Lavori nel condominio, se disturbano a quest’ora potete chiamare la polizia: gli orari prima dei quali è vietato iniziare

Lavori nel condominio, se disturbano a quest’ora potete chiamare la polizia: gli orari prima dei quali è vietato iniziare

Orari lavori condominio: cosa accade se non vengono rispettati - porfemme.it

I lavori di casa sono spesso oggetto di dispute fra condomini: le regole da rispettare e le azioni da compiere in caso di trasgressione.

A che ora possono iniziare i lavori nel condominio? E a che ora possono concludere? Queste sono le principali domande di chi deve effettuare delle modifiche in casa, ma anche di chi, stanco del frastuono, vuole sapere se il proprio vicino rispetta quanto pattuito per accordo. Vivere in un condominio infatti, significa convivere con altre persone e rispettare le abitudini e gli orari di riposo.
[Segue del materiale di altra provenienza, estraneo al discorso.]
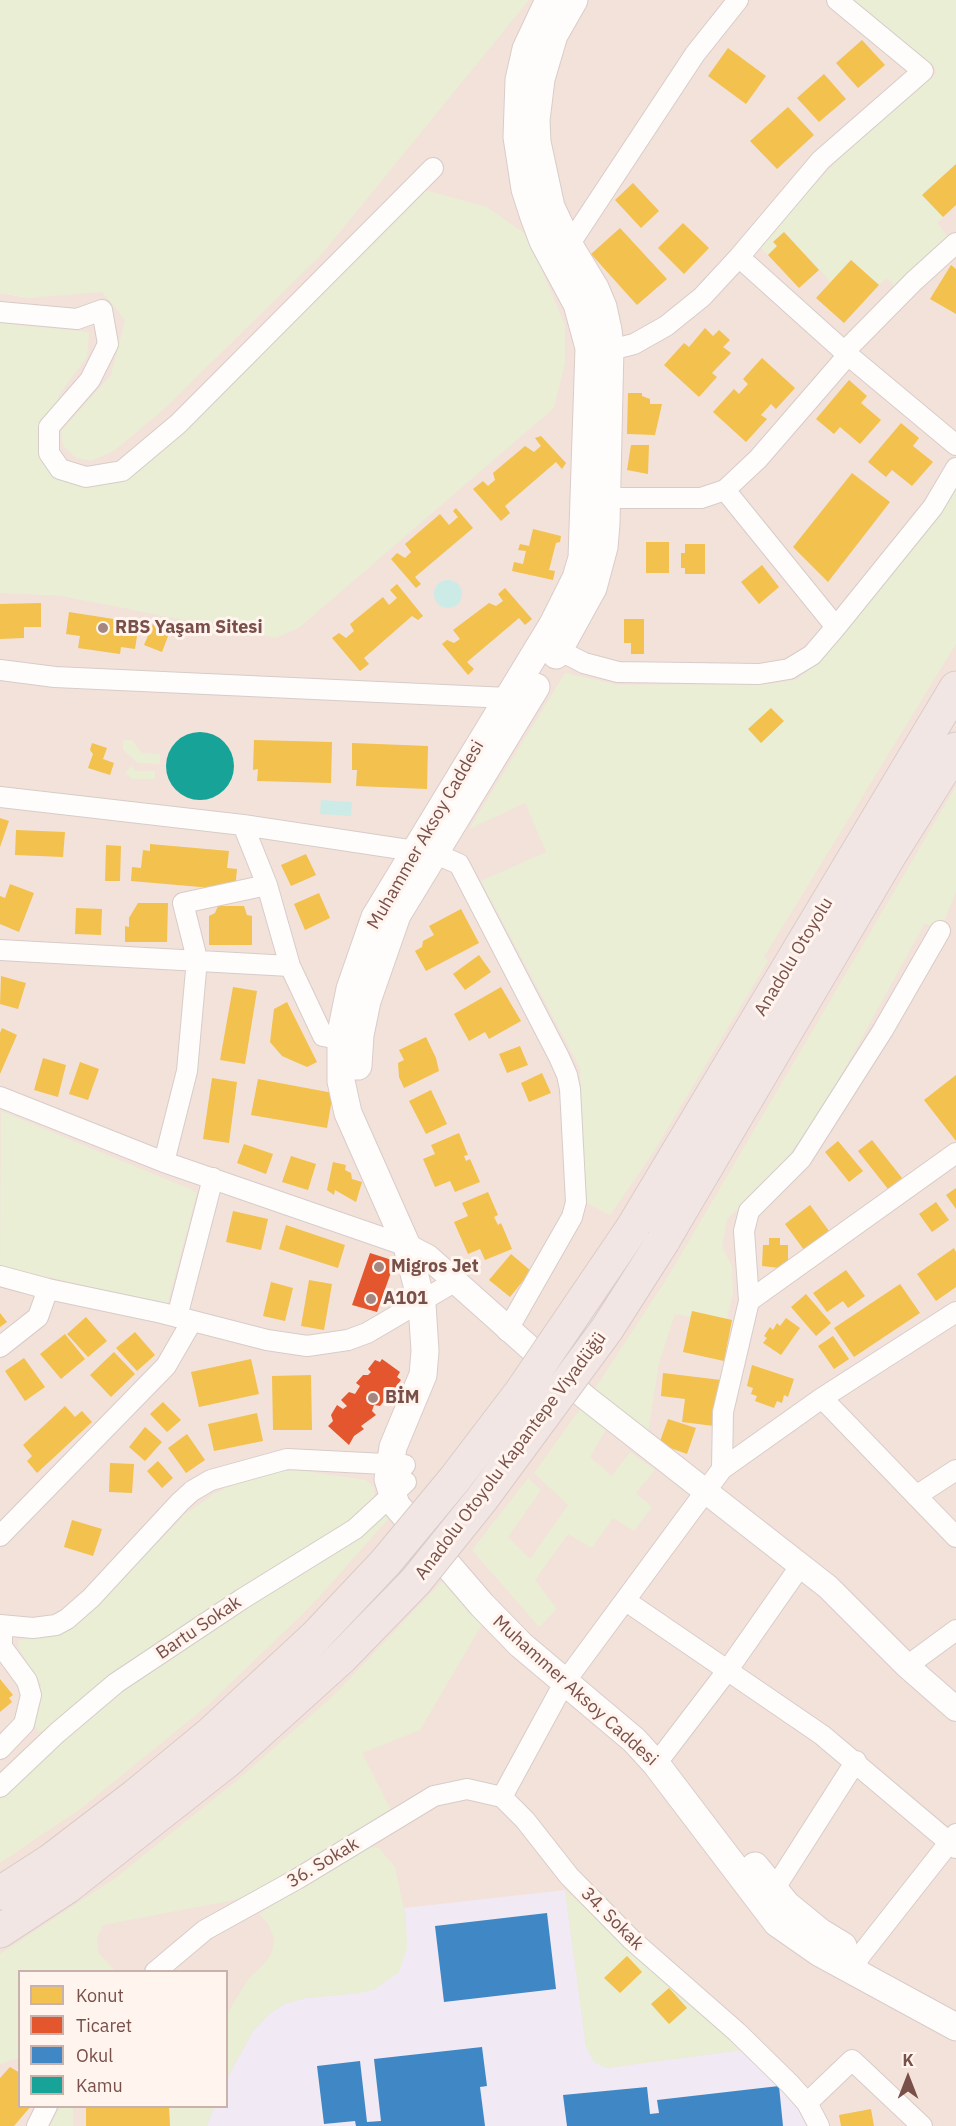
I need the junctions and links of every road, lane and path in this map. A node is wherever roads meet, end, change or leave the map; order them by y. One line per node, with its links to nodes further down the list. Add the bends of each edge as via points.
1 (549, 0): 7 (main road, via 526,49 516,109 525,189 543,241)
2 (574, 0): 7 (main road, via 554,35 540,79 536,120 545,187)
3 (738, 0): 7 (street, via 695,54)
4 (837, 0): 8 (street, via 923,71 834,147)
5 (433, 168): 9 (street, via 178,424 122,471 86,477 60,469 49,453 49,427 90,380 108,344 102,310 77,319)
6 (956, 243): 11 (street, via 914,280)
7 (561, 253): 10 (main road, Muhammer Aksoy Caddesi, via 603,307)
8 (739, 257): 10 (street, via 684,314 650,336); 11 (street)
9 (0, 312)
10 (600, 353): 15 (main road, Muhammer Aksoy Caddesi); 17 (main road, Muhammer Aksoy Caddesi, via 582,558)
11 (846, 354): 12 (street); 14 (street, via 758,459)
12 (956, 445)
13 (956, 468): 16 (street, via 927,516)
14 (725, 490): 15 (street, via 701,498); 16 (street)
15 (607, 498): 17 (main road, Muhammer Aksoy Caddesi, via 599,570 587,601)
16 (836, 627): 17 (street, via 803,661 789,669 759,674 618,672 593,666)
17 (550, 646): 20 (main road, Muhammer Aksoy Caddesi); 24 (main road, Muhammer Aksoy Caddesi)
18 (0, 670): 20 (street, via 56,677)
19 (956, 688): 35 (highway, Anadolu Otoyolu)
20 (508, 698): 24 (main road, Muhammer Aksoy Caddesi)
21 (956, 749): 36 (highway, Anadolu Otoyolu)
22 (0, 796): 23 (street)
23 (243, 825): 24 (street); 25 (street)
24 (425, 853): 30 (main road, Muhammer Aksoy Caddesi, via 397,915); 44 (street, via 459,864 559,1057 570,1089 576,1202 572,1217)
25 (267, 885): 28 (street, via 183,903); 29 (street)
26 (940, 932): 41 (street, via 801,1159 749,1211 744,1231)
27 (0, 950): 28 (street)
28 (197, 959): 29 (street); 33 (street, via 187,1071)
29 (290, 966): 30 (street, via 323,1036)
30 (350, 1041): 37 (main road, Muhammer Aksoy Caddesi, via 341,1081 348,1113)
31 (0, 1097): 33 (street)
32 (956, 1154): 41 (street)
33 (164, 1162): 34 (street)
34 (213, 1179): 37 (street); 43 (street)
35 (633, 1227): 71 (highway, Anadolu Otoyolu Kapantepe Viyadüğü, bridge, via 566,1329 454,1480 385,1563 316,1636 209,1735 135,1796 50,1861)
36 (663, 1241): 72 (highway, Anadolu Otoyolu Kapantepe Viyadüğü, bridge, via 607,1329 416,1581 341,1658 227,1761 67,1887)
37 (417, 1252): 40 (main road, Muhammer Aksoy Caddesi); 40 (street)
38 (0, 1276): 39 (street)
39 (48, 1289): 43 (street); 45 (street, via 38,1317)
40 (437, 1291): 43 (street, via 367,1333 327,1345 289,1345); 44 (street); 49 (main road, Muhammer Aksoy Caddesi, via 423,1375 393,1447)
41 (749, 1301): 47 (street, via 723,1412)
42 (956, 1312): 46 (street)
43 (184, 1319): 52 (street, via 166,1366)
44 (507, 1331): 50 (street)
45 (0, 1347)
46 (822, 1398): 47 (street); 51 (street)
47 (722, 1468): 50 (street)
48 (956, 1470): 51 (street)
49 (398, 1477): 56 (street, via 287,1459 211,1480 180,1502 67,1619 40,1628); 60 (main road, Muhammer Aksoy Caddesi, via 396,1505 482,1605 521,1645); 64 (street, Bartu Sokak, via 355,1529 116,1683)
50 (706, 1493): 54 (street); 55 (street)
51 (916, 1496): 53 (street)
52 (0, 1536)
53 (956, 1537)
54 (801, 1565): 58 (street, via 853,1610); 59 (street)
55 (626, 1601): 59 (street); 60 (street)
56 (1, 1625): 62 (street, via 2,1647 30,1687 27,1716)
57 (956, 1630): 58 (street)
58 (907, 1666): 61 (street)
59 (727, 1671): 65 (street); 66 (street)
60 (570, 1676): 65 (main road, Muhammer Aksoy Caddesi, via 634,1740); 68 (street)
61 (956, 1709)
62 (16, 1732): 63 (street); 64 (street)
63 (0, 1749)
64 (35, 1754): 67 (street, Bartu Sokak)
65 (662, 1757): 70 (main road, Muhammer Aksoy Caddesi); 73 (main road, Muhammer Aksoy Caddesi, via 765,1910 800,1941)
66 (856, 1761): 69 (street); 70 (street)
67 (0, 1787)
68 (502, 1797): 74 (street, 36. Sokak, via 467,1789 434,1796 205,1930); 77 (street, 34. Sokak, via 595,1903 762,2056)
69 (953, 1841): 73 (street)
70 (773, 1891): 73 (main road, Muhammer Aksoy Caddesi)
71 (0, 1893)
72 (0, 1931)
73 (857, 1963): 75 (main road, Muhammer Aksoy Caddesi); 76 (main road, Muhammer Aksoy Caddesi)
74 (155, 1970)
75 (956, 2008)
76 (956, 2027)
77 (807, 2103): 80 (street, 34. Sokak); 81 (street, via 852,2060)
78 (46, 2108): 79 (street)
79 (37, 2126)
80 (819, 2126)
81 (922, 2126)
D’altro canto, chi deve svolgere lavori nel proprio appartamento, sa benissimo quanto possano diventare lunghi se vengono fermati. Ad ogni modo, seppur non ci sia una legge in merito, gli orari di lavoro all’interno dei condomini sono stati comunque regolamentati.

Il primo riferimento in assoluto per stabilire gli orari per i lavori edili in condominio è il regolamento del Comune in cui si trova l’edificio. Questo regolamento può variare da Comune a Comune, ma chi non ne dispone (es. i comuni più piccoli), può fare riferimento al regolamento del capoluogo di provincia. In ogni caso, per i condomini con più di 10 condomini, è obbligatorio avere un regolamento condominiale, che deve comunque far fede a quanto stabilito dal Comune di residenza. Le regole del condominio possono essere differenti da quello condominiale solo ed esclusivamente se tutti gli acquirenti hanno firmato il patto contrattuale. In linea massima, è consentito eseguire lavori edili in condominio tra le 8.00 e le 12.30/13.00 e tra le 15.00/15.30 e le 18.30/19.00, fatta eccezione per la domenica e i giorni festivi. Ma se questi orari non vengono rispettati? Esistono procedure, ma anche eccezioni.

Condominio, gli orari dei lavori non vengono rispettati: cosa fare

In primo luogo, prima di compiere qualunque azione, è bene sapere che esiste una differenza sostanziale tra i lavori edili silenziosi e quelli rumorosi. Molti Comuni operano una distinzione tra le lavorazioni che implicano rumore e quelle che invece risultano silenziose come le tinteggiature o l’installazione di sanitari. Un’azienda può iniziare a lavorare in cantiere anche alle 8, a patto che utilizzi attrezzature che non superino una certa soglia acustica di decibel. Tuttavia, se questi accorgimenti non vengono rispettati, il condomino può adottare alcuni provvedimenti.

Lavori in casa trapano

Lavori rumorosi: quando chiamare le autorità – pourfemme.it

Contattare l’amministratore: la prima mossa da fare è quella di comunicare il disagio al proprio amministratore per mezzo di foglio scritto, o ancor meglio, via E-mail. Questo si adopererà con garbo nella risoluzione del problema. Se questo non fosse sufficiente, si può contattare la Polizia Municipale. Quest’ultima può effettuare un controllo acustico per verificare se i livelli di rumore siano superiori a quanto consentito dalla legge: l’art. 844 del Codice Civile prescrive che qualsiasi tipo di rumore in condominio deve rispettare il limite della normale tollerabilità.

Se nonostante tutti gli sforzi, il trasgressore continua imperterrito, allora è possibile intraprendere un’azione legale. Questo è l’ultimo passaggio, che sarebbe meglio evitare. Ad ogni modo, sta al buon senso della ditta edile stessa, rispettare la normativa. I proprietari di casa invece, per evitare rallentamenti nei lavori ed eventuali problematiche, possono scrivere un cartello da posizionare nell’atrio, con tanto di informativa dei lavori, numero di telefono della ditta e orari (pur che siano a norma).